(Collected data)
--

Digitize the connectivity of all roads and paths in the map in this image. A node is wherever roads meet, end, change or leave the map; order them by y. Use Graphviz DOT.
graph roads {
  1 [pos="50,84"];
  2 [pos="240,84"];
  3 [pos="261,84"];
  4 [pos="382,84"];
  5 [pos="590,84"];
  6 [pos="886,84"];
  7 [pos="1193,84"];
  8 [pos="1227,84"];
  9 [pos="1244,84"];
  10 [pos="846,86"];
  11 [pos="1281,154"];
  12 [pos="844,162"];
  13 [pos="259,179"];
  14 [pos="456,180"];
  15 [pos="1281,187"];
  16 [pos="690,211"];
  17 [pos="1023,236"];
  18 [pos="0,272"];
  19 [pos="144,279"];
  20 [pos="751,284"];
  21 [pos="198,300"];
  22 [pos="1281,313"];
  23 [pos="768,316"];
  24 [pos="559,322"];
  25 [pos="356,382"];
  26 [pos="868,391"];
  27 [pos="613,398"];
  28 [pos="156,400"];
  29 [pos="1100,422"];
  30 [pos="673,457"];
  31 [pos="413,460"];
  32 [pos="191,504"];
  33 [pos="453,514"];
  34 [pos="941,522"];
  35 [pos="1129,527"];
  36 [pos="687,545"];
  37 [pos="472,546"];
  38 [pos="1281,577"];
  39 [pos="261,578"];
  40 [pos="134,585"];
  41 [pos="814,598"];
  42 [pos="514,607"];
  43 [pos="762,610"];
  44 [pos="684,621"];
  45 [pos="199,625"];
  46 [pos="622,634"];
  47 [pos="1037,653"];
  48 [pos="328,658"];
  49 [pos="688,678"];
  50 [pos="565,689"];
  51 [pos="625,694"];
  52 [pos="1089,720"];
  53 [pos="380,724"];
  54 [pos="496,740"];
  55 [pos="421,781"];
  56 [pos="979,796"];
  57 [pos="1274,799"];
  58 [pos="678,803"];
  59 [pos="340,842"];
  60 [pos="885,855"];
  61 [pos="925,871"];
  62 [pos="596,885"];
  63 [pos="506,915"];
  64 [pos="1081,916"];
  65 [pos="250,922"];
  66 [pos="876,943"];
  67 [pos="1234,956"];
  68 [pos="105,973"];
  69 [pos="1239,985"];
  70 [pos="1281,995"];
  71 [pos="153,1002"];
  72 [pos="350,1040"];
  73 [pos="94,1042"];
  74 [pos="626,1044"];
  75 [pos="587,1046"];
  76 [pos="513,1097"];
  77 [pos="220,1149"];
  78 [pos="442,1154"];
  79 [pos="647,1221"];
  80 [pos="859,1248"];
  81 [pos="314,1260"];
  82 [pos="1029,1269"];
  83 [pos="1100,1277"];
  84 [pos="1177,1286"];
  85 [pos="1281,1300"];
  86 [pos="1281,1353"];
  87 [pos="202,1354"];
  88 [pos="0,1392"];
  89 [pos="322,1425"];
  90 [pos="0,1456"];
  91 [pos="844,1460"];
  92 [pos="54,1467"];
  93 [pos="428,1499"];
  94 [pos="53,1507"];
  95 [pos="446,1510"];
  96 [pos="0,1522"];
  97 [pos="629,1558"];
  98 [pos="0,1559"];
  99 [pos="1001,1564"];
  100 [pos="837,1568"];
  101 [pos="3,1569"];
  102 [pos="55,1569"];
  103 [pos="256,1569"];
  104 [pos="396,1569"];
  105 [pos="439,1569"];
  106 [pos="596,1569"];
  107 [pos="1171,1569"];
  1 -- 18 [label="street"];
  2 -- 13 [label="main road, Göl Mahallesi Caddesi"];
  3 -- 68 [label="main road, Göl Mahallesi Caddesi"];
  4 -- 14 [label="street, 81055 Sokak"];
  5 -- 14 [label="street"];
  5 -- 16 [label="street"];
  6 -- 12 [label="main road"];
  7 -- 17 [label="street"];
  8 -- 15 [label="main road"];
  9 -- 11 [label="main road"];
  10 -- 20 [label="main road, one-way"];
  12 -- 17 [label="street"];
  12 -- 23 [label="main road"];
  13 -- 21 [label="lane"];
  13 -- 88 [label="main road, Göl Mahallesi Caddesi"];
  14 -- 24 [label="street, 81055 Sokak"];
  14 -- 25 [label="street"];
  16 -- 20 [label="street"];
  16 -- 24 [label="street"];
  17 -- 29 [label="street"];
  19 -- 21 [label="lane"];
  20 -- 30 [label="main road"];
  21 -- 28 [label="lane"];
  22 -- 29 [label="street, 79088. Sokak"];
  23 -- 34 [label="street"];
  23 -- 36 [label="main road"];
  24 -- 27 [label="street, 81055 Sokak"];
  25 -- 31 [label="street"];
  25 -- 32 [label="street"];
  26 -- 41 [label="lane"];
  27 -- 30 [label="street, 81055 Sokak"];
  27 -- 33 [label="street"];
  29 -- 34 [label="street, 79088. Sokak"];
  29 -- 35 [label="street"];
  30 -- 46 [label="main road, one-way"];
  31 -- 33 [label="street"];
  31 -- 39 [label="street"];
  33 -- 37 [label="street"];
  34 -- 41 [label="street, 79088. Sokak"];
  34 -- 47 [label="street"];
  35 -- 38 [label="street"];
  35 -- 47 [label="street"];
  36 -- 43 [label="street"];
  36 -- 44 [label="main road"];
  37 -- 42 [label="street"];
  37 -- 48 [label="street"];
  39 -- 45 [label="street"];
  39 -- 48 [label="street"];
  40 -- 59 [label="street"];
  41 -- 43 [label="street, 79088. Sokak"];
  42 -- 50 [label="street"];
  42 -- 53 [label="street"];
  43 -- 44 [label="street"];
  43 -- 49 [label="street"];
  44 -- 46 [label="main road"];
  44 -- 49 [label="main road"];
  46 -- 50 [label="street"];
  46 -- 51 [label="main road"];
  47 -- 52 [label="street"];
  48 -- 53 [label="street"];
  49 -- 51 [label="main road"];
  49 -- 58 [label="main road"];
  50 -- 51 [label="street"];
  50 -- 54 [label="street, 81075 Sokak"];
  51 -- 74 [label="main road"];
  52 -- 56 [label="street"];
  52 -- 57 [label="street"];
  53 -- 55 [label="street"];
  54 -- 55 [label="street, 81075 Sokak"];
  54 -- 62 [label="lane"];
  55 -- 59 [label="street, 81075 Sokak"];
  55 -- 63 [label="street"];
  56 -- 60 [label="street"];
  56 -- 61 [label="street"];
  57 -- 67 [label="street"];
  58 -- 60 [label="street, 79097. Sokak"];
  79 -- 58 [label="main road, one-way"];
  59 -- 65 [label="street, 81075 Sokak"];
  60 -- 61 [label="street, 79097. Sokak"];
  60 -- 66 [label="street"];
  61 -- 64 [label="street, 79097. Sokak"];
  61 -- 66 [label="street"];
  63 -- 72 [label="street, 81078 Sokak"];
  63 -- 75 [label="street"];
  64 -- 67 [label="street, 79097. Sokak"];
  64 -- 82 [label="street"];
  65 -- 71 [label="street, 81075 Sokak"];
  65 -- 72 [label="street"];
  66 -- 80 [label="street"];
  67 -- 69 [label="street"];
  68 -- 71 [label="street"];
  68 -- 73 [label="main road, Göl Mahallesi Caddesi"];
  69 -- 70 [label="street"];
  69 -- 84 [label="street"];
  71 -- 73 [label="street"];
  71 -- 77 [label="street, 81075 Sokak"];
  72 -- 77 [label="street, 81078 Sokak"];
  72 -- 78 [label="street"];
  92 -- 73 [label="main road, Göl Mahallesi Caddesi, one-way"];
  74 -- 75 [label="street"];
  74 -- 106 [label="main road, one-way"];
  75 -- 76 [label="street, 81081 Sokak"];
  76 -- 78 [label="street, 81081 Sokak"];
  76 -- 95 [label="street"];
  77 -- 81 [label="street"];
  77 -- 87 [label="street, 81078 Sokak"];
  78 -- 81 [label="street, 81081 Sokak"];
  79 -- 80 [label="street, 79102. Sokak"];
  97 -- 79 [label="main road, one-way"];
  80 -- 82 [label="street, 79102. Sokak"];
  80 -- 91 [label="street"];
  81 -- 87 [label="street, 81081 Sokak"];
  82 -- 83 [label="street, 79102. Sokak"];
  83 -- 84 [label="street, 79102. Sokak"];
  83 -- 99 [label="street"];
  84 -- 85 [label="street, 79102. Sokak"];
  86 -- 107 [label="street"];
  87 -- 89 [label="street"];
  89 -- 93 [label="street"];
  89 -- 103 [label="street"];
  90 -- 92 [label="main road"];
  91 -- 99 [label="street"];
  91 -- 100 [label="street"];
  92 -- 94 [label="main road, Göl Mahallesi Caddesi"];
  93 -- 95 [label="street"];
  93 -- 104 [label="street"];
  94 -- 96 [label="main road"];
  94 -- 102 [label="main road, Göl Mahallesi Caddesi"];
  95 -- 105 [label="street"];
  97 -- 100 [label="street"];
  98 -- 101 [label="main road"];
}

--

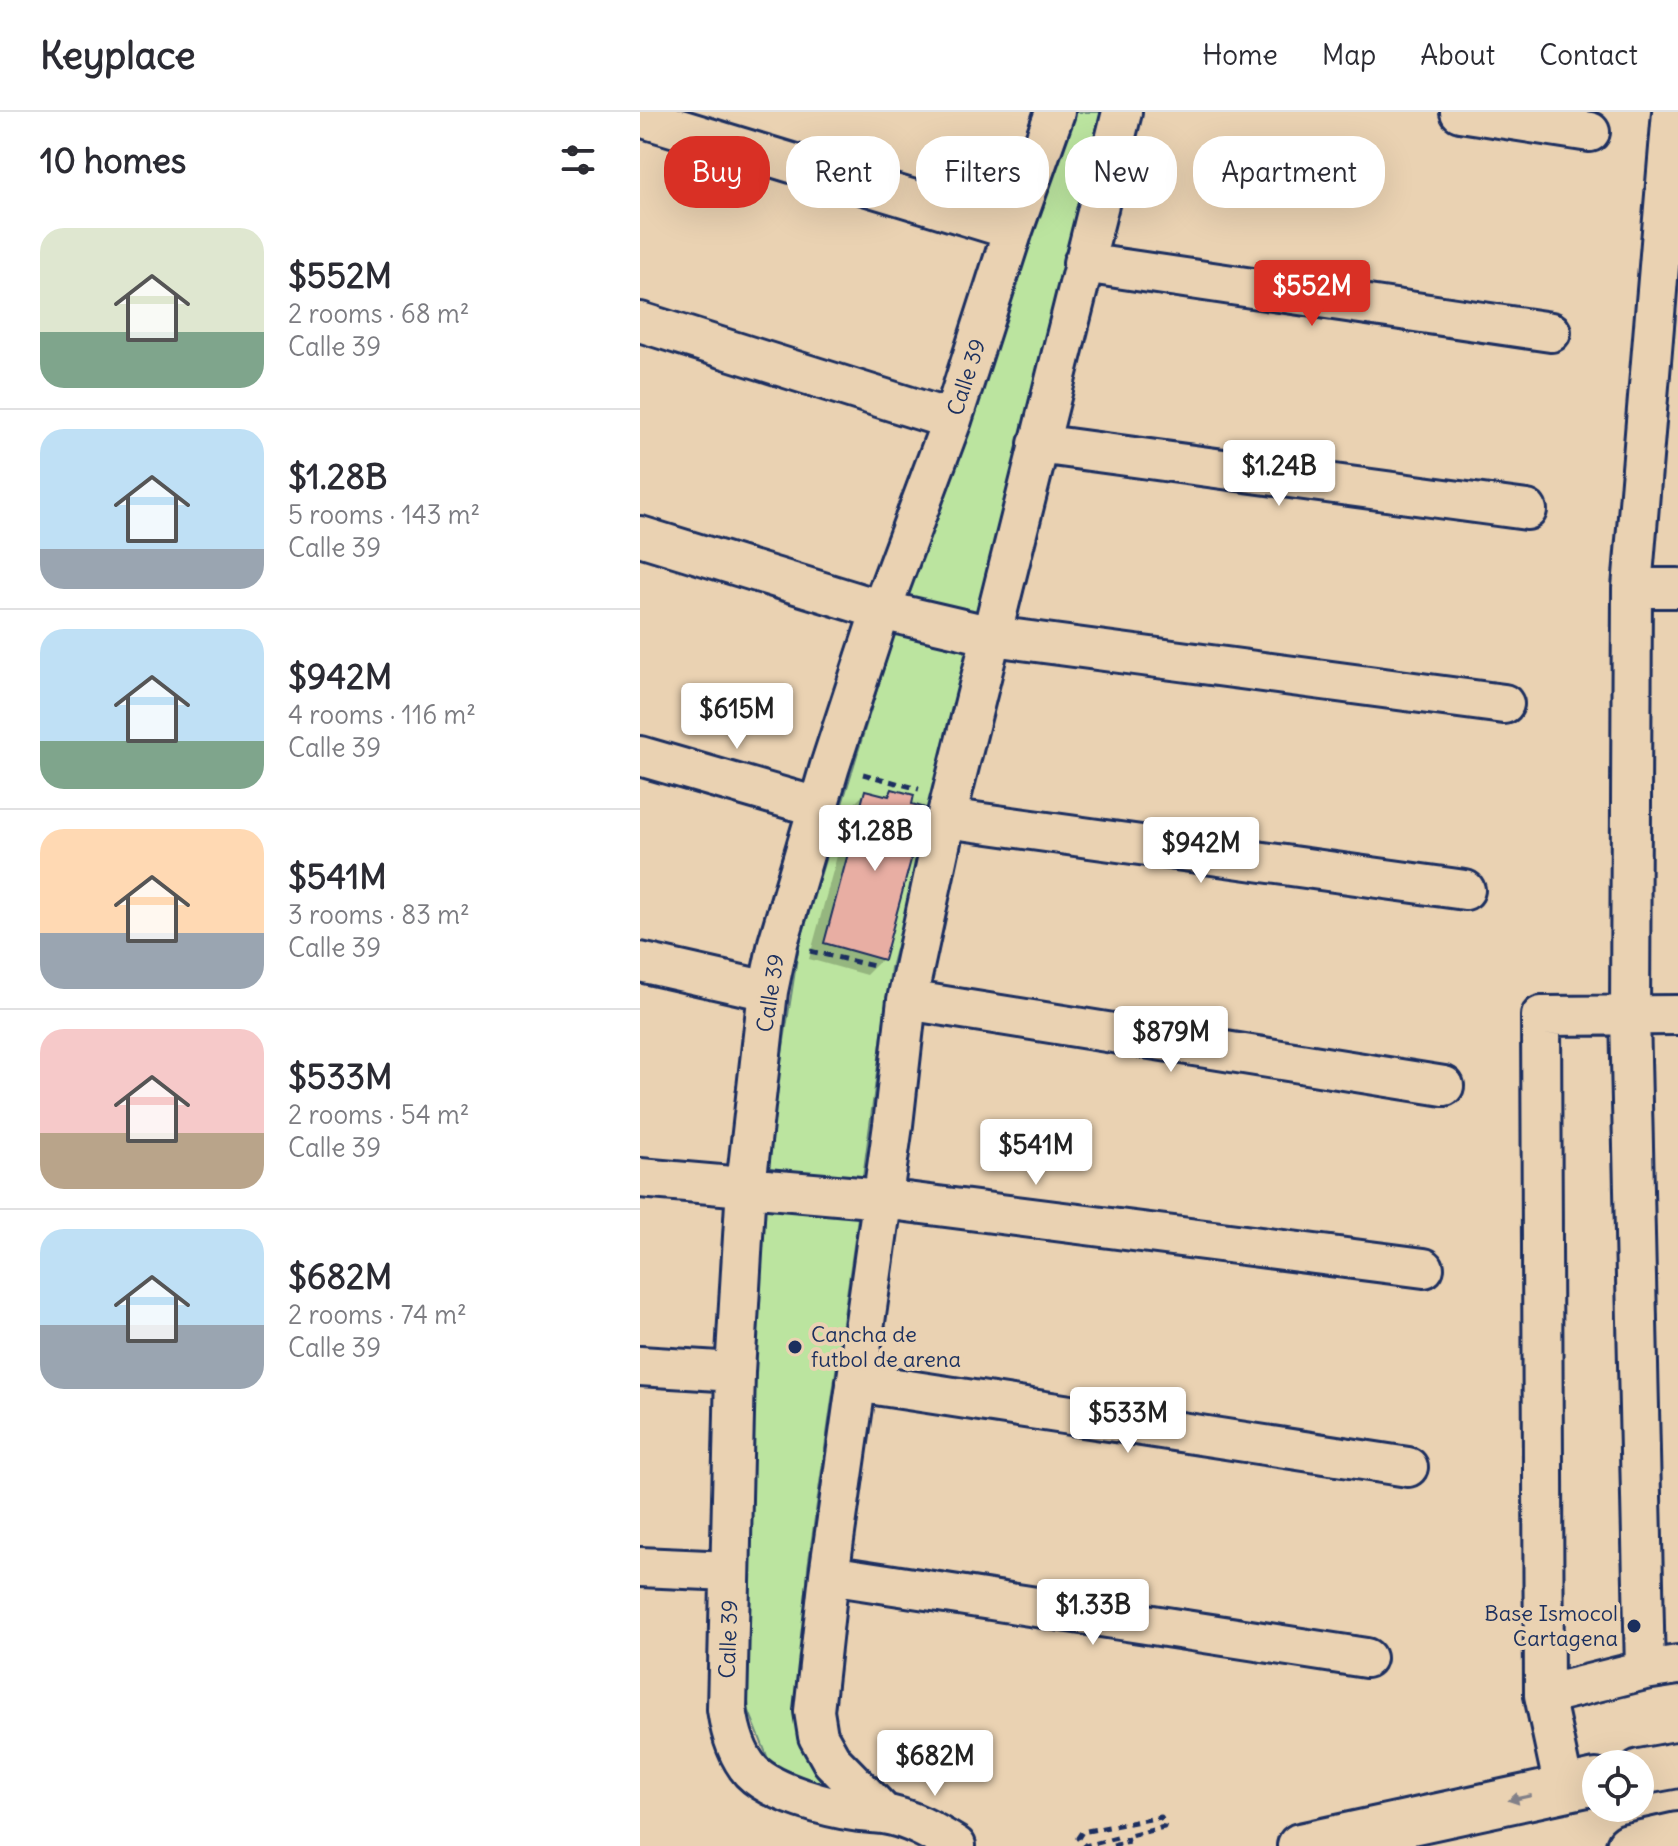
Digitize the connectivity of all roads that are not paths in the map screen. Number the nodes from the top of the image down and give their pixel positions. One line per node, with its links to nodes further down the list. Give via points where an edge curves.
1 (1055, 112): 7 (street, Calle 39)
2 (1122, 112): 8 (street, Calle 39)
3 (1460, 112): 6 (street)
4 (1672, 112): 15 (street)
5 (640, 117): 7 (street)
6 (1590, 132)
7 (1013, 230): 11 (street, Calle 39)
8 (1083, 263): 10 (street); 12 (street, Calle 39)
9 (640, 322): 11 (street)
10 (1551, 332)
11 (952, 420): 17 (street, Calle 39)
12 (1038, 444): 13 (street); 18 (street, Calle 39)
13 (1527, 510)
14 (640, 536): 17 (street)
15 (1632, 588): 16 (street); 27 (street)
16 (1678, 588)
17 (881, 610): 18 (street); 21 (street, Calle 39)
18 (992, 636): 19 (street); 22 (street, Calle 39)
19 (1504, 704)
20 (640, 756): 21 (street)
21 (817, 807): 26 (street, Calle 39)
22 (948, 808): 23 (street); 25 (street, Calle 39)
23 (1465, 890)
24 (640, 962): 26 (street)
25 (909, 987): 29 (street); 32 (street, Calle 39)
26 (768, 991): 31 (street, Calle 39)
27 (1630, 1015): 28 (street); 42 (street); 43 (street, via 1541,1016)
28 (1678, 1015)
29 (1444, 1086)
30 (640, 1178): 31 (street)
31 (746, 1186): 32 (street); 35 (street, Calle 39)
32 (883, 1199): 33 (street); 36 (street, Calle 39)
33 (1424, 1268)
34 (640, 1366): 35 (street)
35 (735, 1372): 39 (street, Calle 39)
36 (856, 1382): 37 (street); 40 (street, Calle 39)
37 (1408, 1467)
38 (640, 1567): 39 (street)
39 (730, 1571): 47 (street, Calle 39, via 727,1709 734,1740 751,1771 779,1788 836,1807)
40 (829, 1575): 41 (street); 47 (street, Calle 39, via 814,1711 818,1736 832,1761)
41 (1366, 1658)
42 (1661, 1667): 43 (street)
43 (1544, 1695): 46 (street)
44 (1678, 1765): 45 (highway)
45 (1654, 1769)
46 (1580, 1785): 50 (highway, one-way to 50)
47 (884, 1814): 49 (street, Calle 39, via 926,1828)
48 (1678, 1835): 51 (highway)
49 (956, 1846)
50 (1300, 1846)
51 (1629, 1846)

--

To do >> Each line above with the word "highway" must be returned.

Reply to the exercise >>
44 (1678, 1765): 45 (highway)
46 (1580, 1785): 50 (highway, one-way to 50)
48 (1678, 1835): 51 (highway)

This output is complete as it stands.